Около нее стоял горшок, завязанный белым платком, несколько баклажан и несколько кочней кукурузы. По-видимому, девушка принесла деду ужин. В сарае было неприветливо и пусто. Пахло сыростью и дымом от холодного очага, сложенного из диких камней. На двух досках, служивших, очевидно, лежанкой, был кинут пучок соломы и какое-то тряпье в изголовье.
— А, это ты, Биби! — приветливо сказал мой спутник, разглядев в полутьме свою соседку из Биюк-Лам-бата. — А где же дед?
— По воду пошла, — ответила девушка, все еще недоверчиво сверкая глазами в мою сторону. И потом, как будто успокоившись, прибавила, смеясь — Долго ходит: один час ходит, один ведро несет…
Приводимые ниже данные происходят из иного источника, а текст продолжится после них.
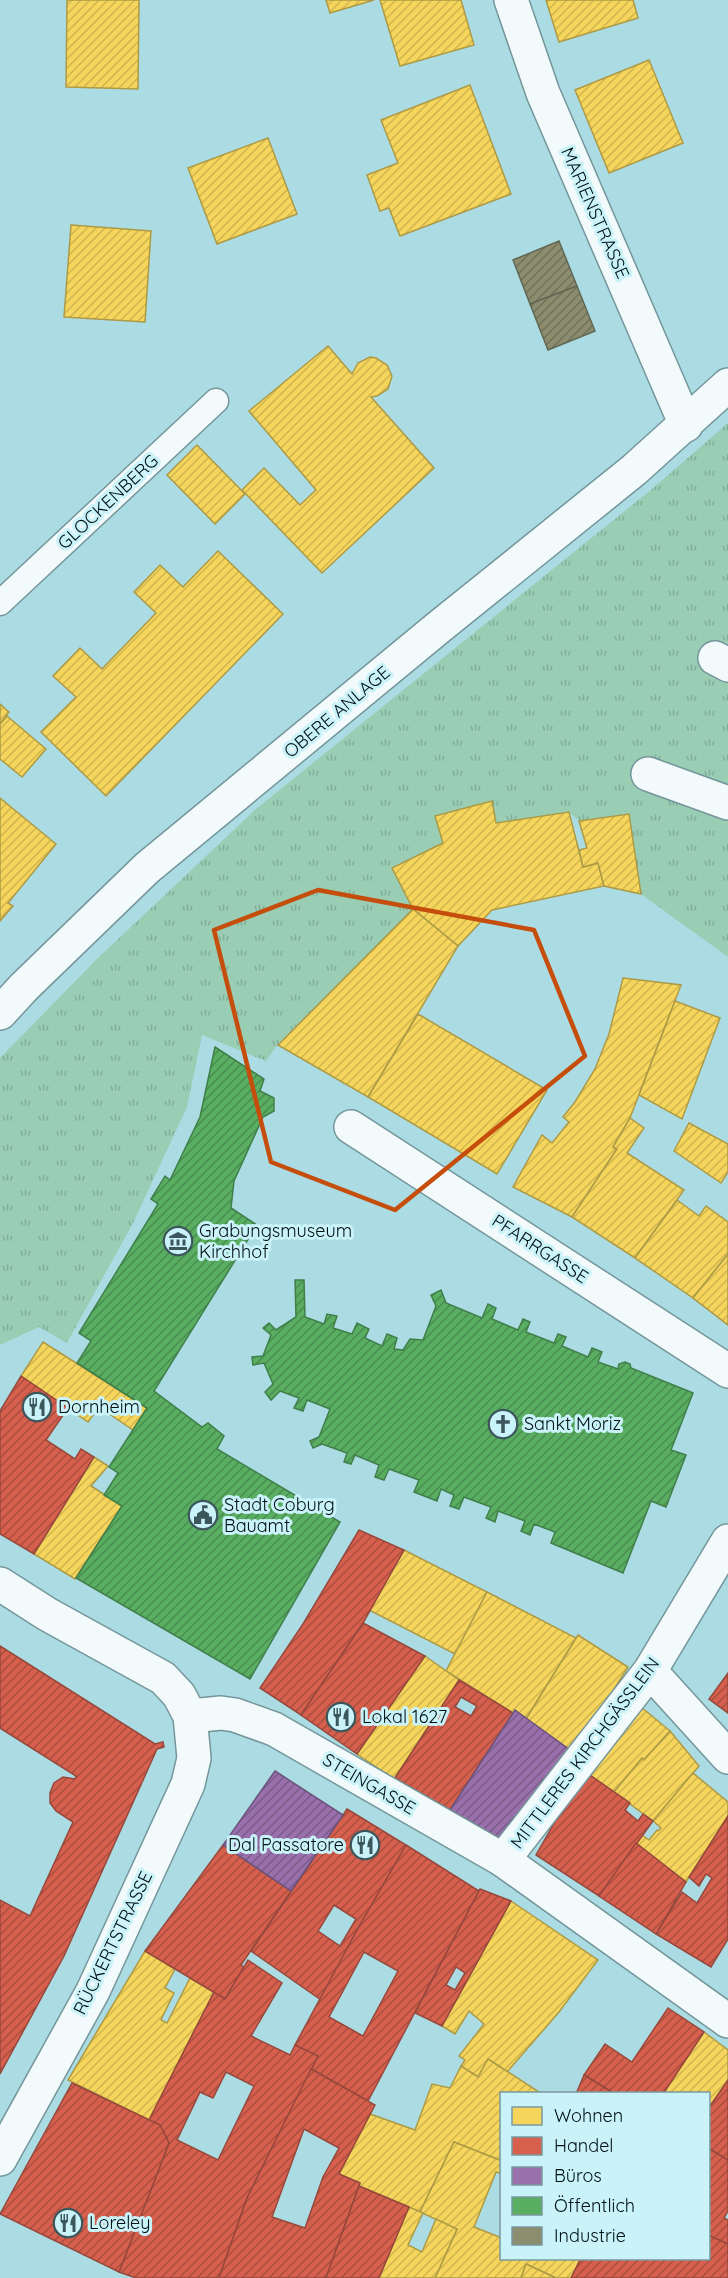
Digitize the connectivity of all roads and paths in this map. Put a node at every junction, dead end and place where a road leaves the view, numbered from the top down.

Собака опять залаяла как-то особенно, с перерывами и хрипом, повернув голову к тропинке, горбом спускавшейся книзу. Над ее обрезом показалась голова и плечи старого человека, который тихо поднимался в гору. Голова у него была красивая, круглая, густые кудрявые волосы были не седые, а какие-то серые, и завитки кудрей были точно присыпаны пылью. Тот же оттенок какой-то тусклости лежал на сильно загорелом лице, на толстых бровях, даже на зрачках глаз, глядевших прямо, ровно и безучастно. Плечи были широкие, сложение очень крепкое. Но во всех движениях сквозило что-то особенное. Не усталость, не болезненное старческое одряхление, а какая-то равнодушная медлительность. Казалось, этому человеку было совершенно безразлично, какое именно место в природе занимать в данное время. И теперь, поднявшись на ровную дорожку, он поставил ведро и совершенно равнодушно смотрел перед собой: на нас, на сарай, на виноградник, на белую тучу, тихо клубившуюся над обрезом горы, на свою собаку… Старый пес тявкнул ему навстречу с жалобным выражением, как будто спрашивая: «Видишь?» Старик посмотрел в его сторону, как бы отвечая: «Вижу… ну что ж из этого». И вновь поднял ведро.